INSTRUCTIONS TO FOLLOW — Please copy each line of the records below that includes the word "Κωστή".

Collected data entries:
^^^^
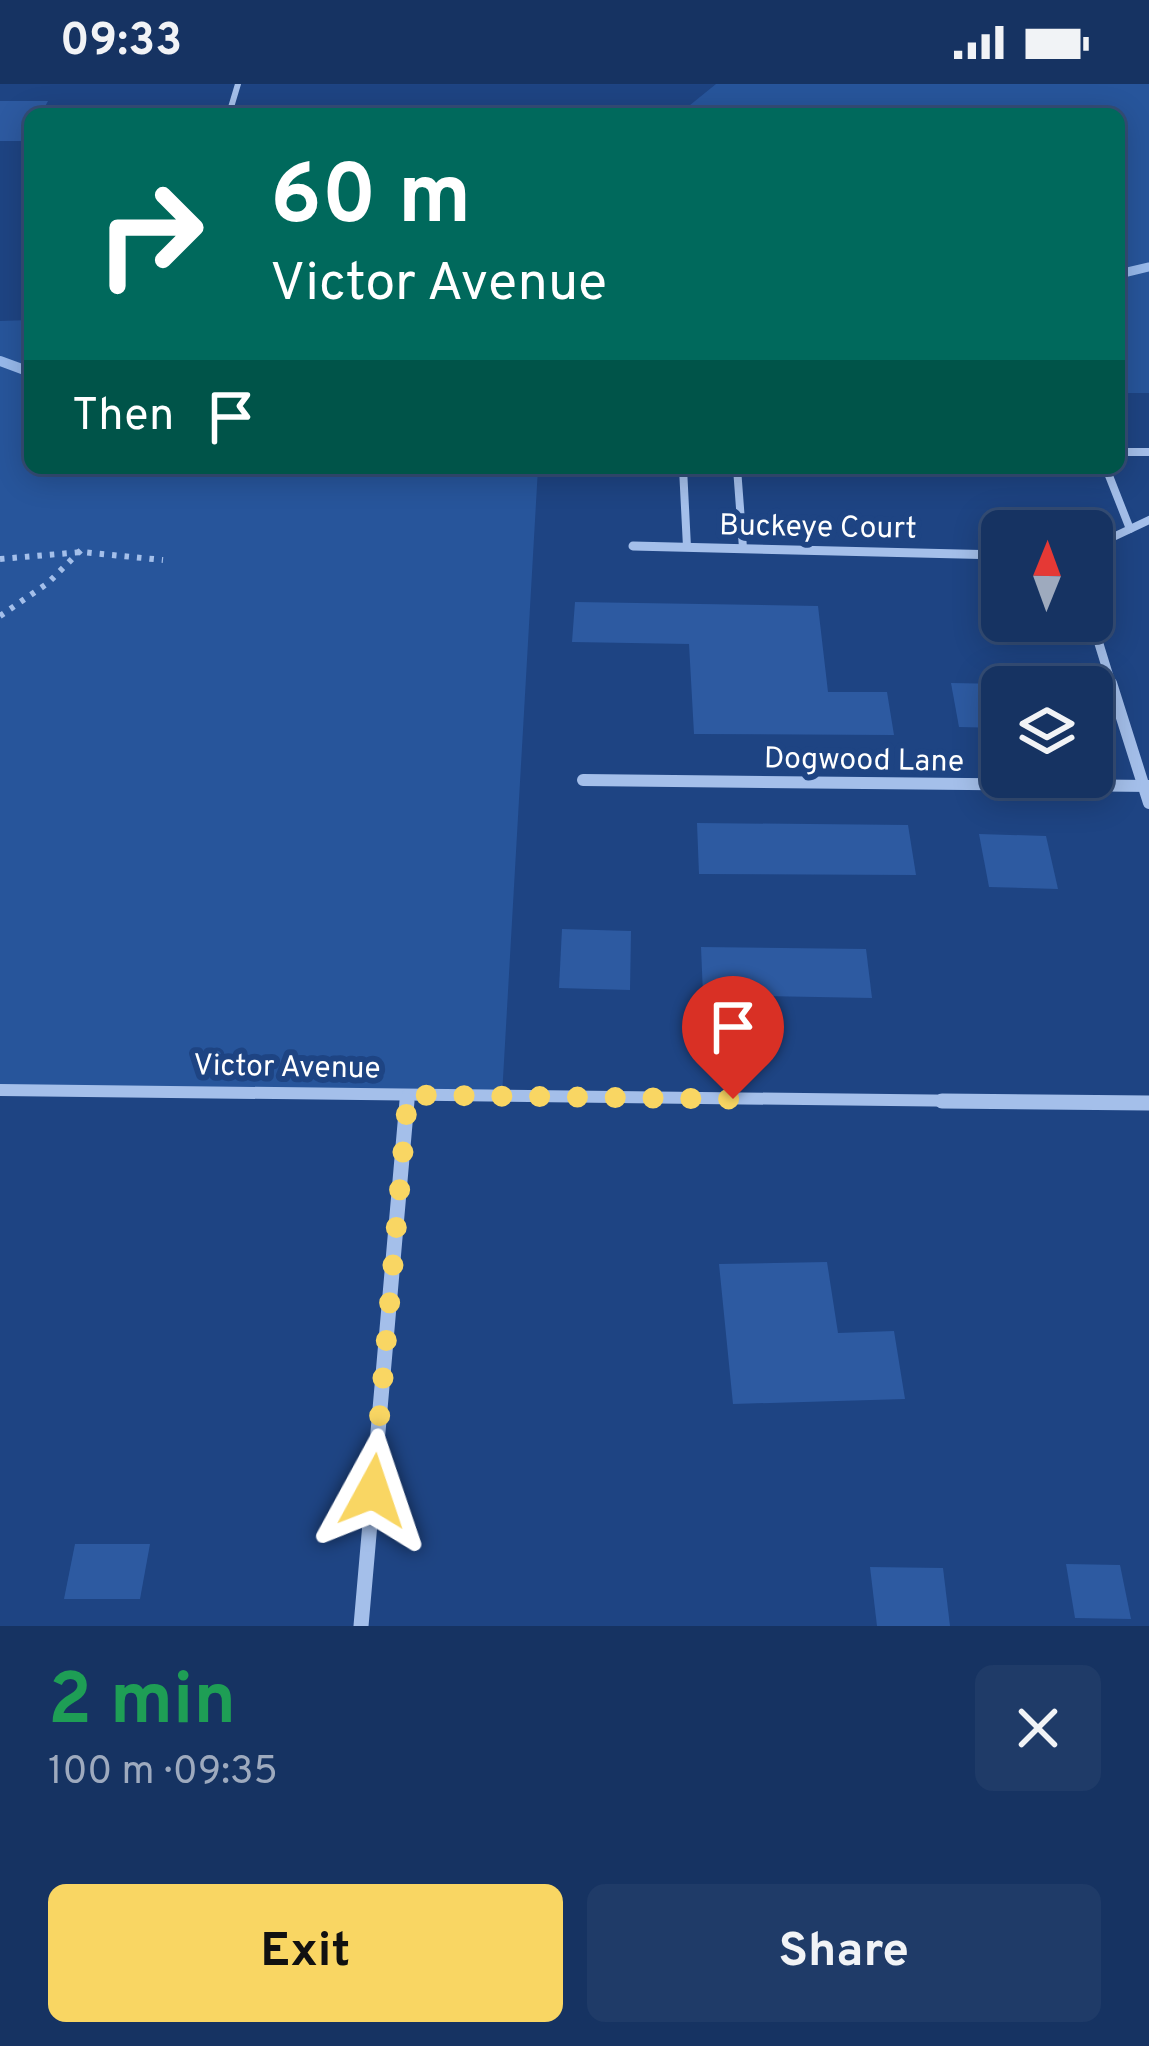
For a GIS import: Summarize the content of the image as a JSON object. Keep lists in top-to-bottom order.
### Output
{
  "streets": {
    "street": ["Buckeye Court", "Dogwood Lane", "Victor Avenue"]
  },
  "north": "top",
  "page": {
    "status": "09:33",
    "turn": ["60 m", "Victor Avenue"],
    "then": "Then",
    "heading": ["2 min", "100 m · 09:35"],
    "buttons": ["Exit", "Share"]
  }
}
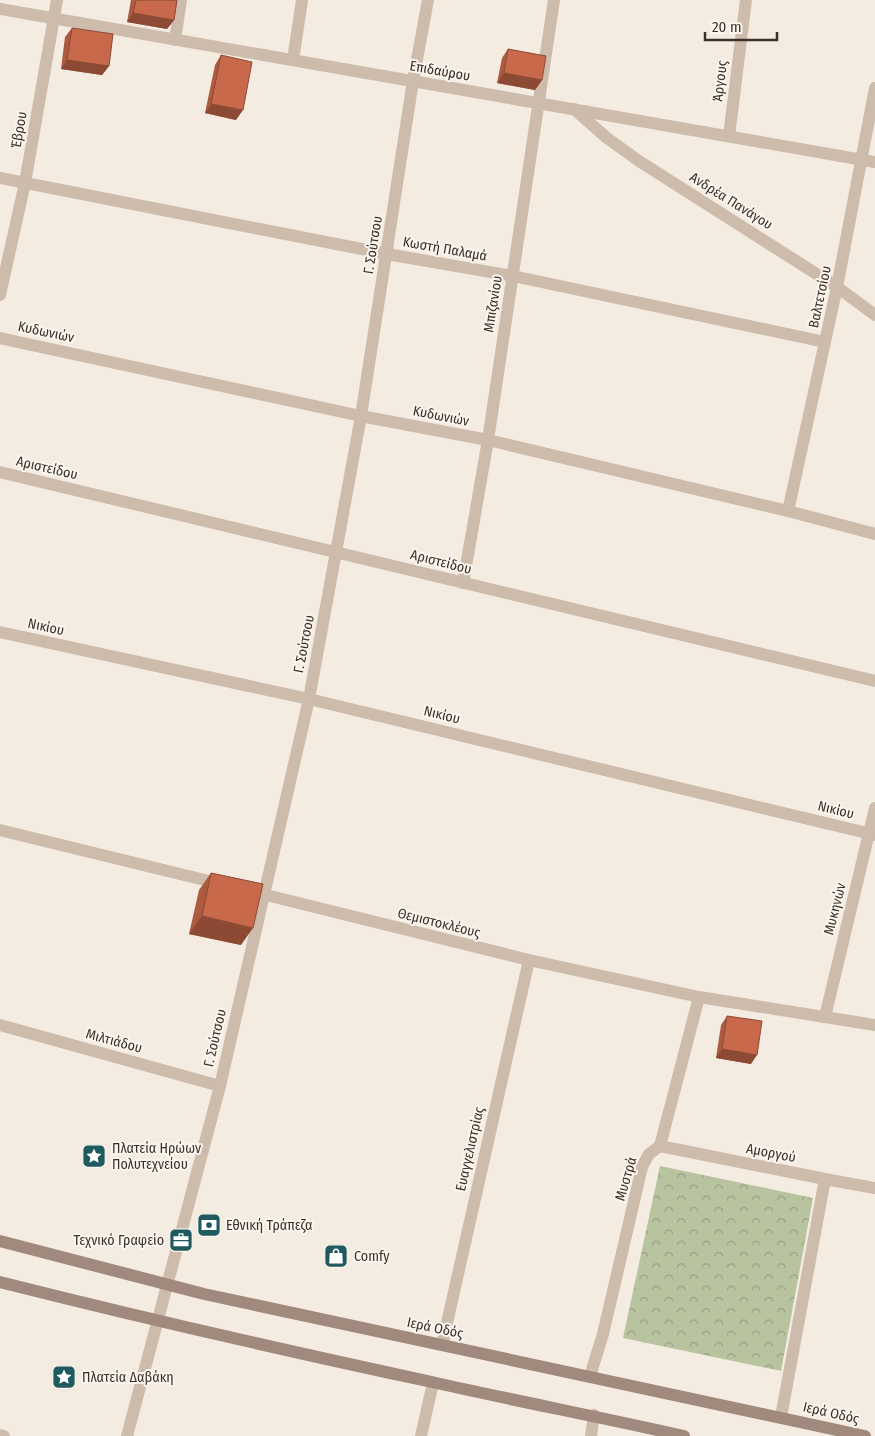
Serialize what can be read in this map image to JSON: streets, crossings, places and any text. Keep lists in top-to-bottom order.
{
  "streets": {
    "main road": ["Ιερά Οδός"],
    "street": [
      "Επιδαύρου",
      "Άργους",
      "Έβρου",
      "Ανδρέα Πανάγου",
      "Γ. Σούτσου",
      "Κωστή Παλαμά",
      "Βαλτετσίου",
      "Μπιζανίου",
      "Κυδωνιών",
      "Αριστείδου",
      "Νικίου",
      "Μυκηνών",
      "Θεμιστοκλέους",
      "Μιλτιάδου",
      "Ευαγγελιστρίας",
      "Αμοργού",
      "Μυστρά"
    ]
  },
  "crossings": [
    ["Επιδαύρου", "Άργους"],
    ["Επιδαύρου", "Έβρου"],
    ["Επιδαύρου", "Ανδρέα Πανάγου"],
    ["Επιδαύρου", "Γ. Σούτσου"],
    ["Επιδαύρου", "Βαλτετσίου"],
    ["Επιδαύρου", "Μπιζανίου"],
    ["Έβρου", "Κωστή Παλαμά"],
    ["Ανδρέα Πανάγου", "Βαλτετσίου"],
    ["Γ. Σούτσου", "Κωστή Παλαμά"],
    ["Γ. Σούτσου", "Κυδωνιών"],
    ["Γ. Σούτσου", "Αριστείδου"],
    ["Γ. Σούτσου", "Νικίου"],
    ["Γ. Σούτσου", "Θεμιστοκλέους"],
    ["Γ. Σούτσου", "Μιλτιάδου"],
    ["Γ. Σούτσου", "Ιερά Οδός"],
    ["Κωστή Παλαμά", "Βαλτετσίου"],
    ["Κωστή Παλαμά", "Μπιζανίου"],
    ["Βαλτετσίου", "Κυδωνιών"],
    ["Μπιζανίου", "Κυδωνιών"],
    ["Μπιζανίου", "Αριστείδου"],
    ["Νικίου", "Μυκηνών"],
    ["Μυκηνών", "Θεμιστοκλέους"],
    ["Θεμιστοκλέους", "Ευαγγελιστρίας"],
    ["Θεμιστοκλέους", "Μυστρά"],
    ["Ευαγγελιστρίας", "Ιερά Οδός"],
    ["Αμοργού", "Μυστρά"],
    ["Μυστρά", "Ιερά Οδός"]
  ],
  "places": {
    "place": ["Πλατεία Ηρώων Πολυτεχνείου", "Πλατεία Δαβάκη"],
    "bank": ["Εθνική Τράπεζα"],
    "office": ["Τεχνικό Γραφείο"],
    "shop": ["Comfy"]
  },
  "scale_bar": "20 m"
}
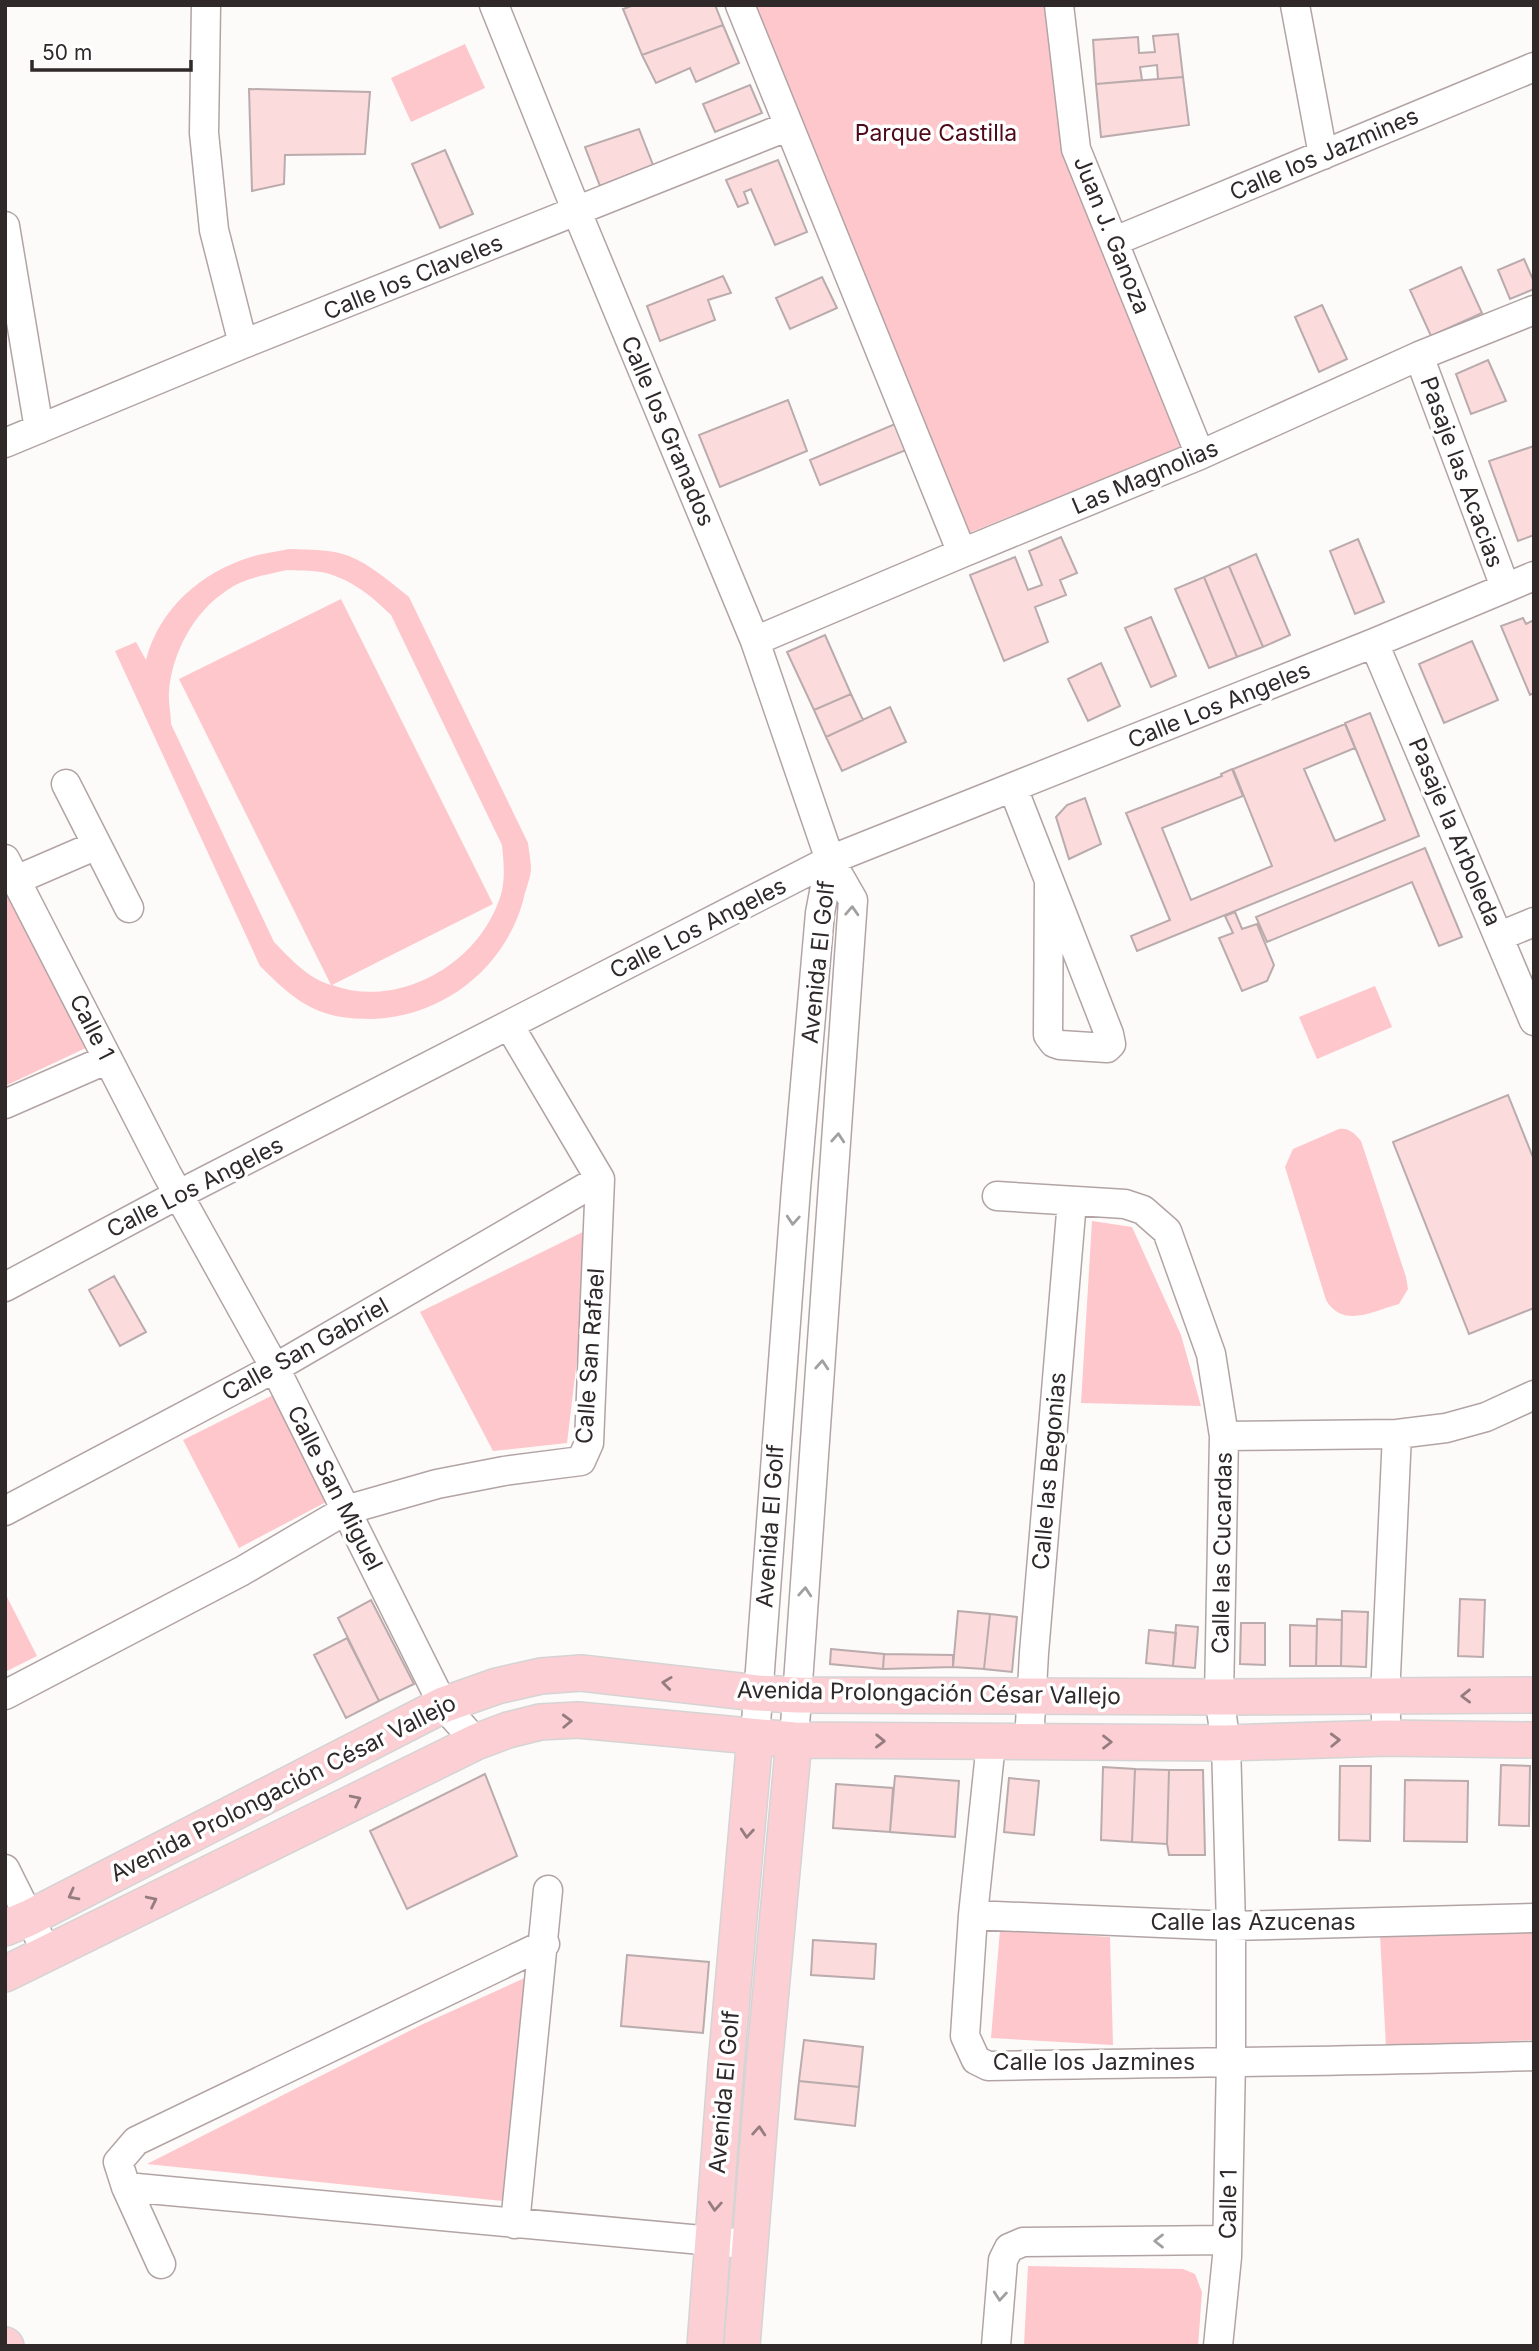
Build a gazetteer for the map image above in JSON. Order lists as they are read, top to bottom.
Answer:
{
  "streets": {
    "main road": ["Avenida El Golf", "Avenida Prolongación César Vallejo"],
    "street": [
      "Calle los Jazmines",
      "Juan J. Ganoza",
      "Calle los Claveles",
      "Calle los Granados",
      "Pasaje las Acacias",
      "Las Magnolias",
      "Calle Los Angeles",
      "Pasaje la Arboleda",
      "Calle 1",
      "Calle San Gabriel",
      "Calle San Rafael",
      "Calle las Begonias",
      "Calle San Miguel",
      "Calle las Cucardas",
      "Calle las Azucenas"
    ]
  },
  "crossings": [
    ["Calle los Jazmines", "Juan J. Ganoza"],
    ["Calle los Jazmines", "Calle 1"],
    ["Calle los Jazmines", "Calle las Cucardas"],
    ["Calle los Jazmines", "Avenida Prolongación César Vallejo"],
    ["Calle los Jazmines", "Calle las Azucenas"],
    ["Juan J. Ganoza", "Las Magnolias"],
    ["Calle los Claveles", "Calle los Granados"],
    ["Calle los Granados", "Las Magnolias"],
    ["Calle los Granados", "Calle Los Angeles"],
    ["Calle los Granados", "Avenida El Golf"],
    ["Pasaje las Acacias", "Las Magnolias"],
    ["Pasaje las Acacias", "Calle Los Angeles"],
    ["Calle Los Angeles", "Pasaje la Arboleda"],
    ["Calle Los Angeles", "Avenida El Golf"],
    ["Calle Los Angeles", "Calle 1"],
    ["Calle Los Angeles", "Calle San Miguel"],
    ["Avenida El Golf", "Avenida Prolongación César Vallejo"],
    ["Calle 1", "Calle San Miguel"],
    ["Calle 1", "Calle las Cucardas"],
    ["Calle San Gabriel", "Calle San Rafael"],
    ["Calle San Gabriel", "Calle San Miguel"],
    ["Calle San Rafael", "Calle San Miguel"],
    ["Calle las Begonias", "Calle las Cucardas"],
    ["Calle las Begonias", "Avenida Prolongación César Vallejo"],
    ["Calle San Miguel", "Avenida Prolongación César Vallejo"],
    ["Calle las Cucardas", "Avenida Prolongación César Vallejo"],
    ["Calle las Cucardas", "Calle las Azucenas"]
  ],
  "parks": ["Parque Castilla"],
  "scale_bar": "50 m"
}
^^^^
TASK RESULT —
      "Κωστή Παλαμά",
    ["Έβρου", "Κωστή Παλαμά"],
    ["Γ. Σούτσου", "Κωστή Παλαμά"],
    ["Κωστή Παλαμά", "Βαλτετσίου"],
    ["Κωστή Παλαμά", "Μπιζανίου"],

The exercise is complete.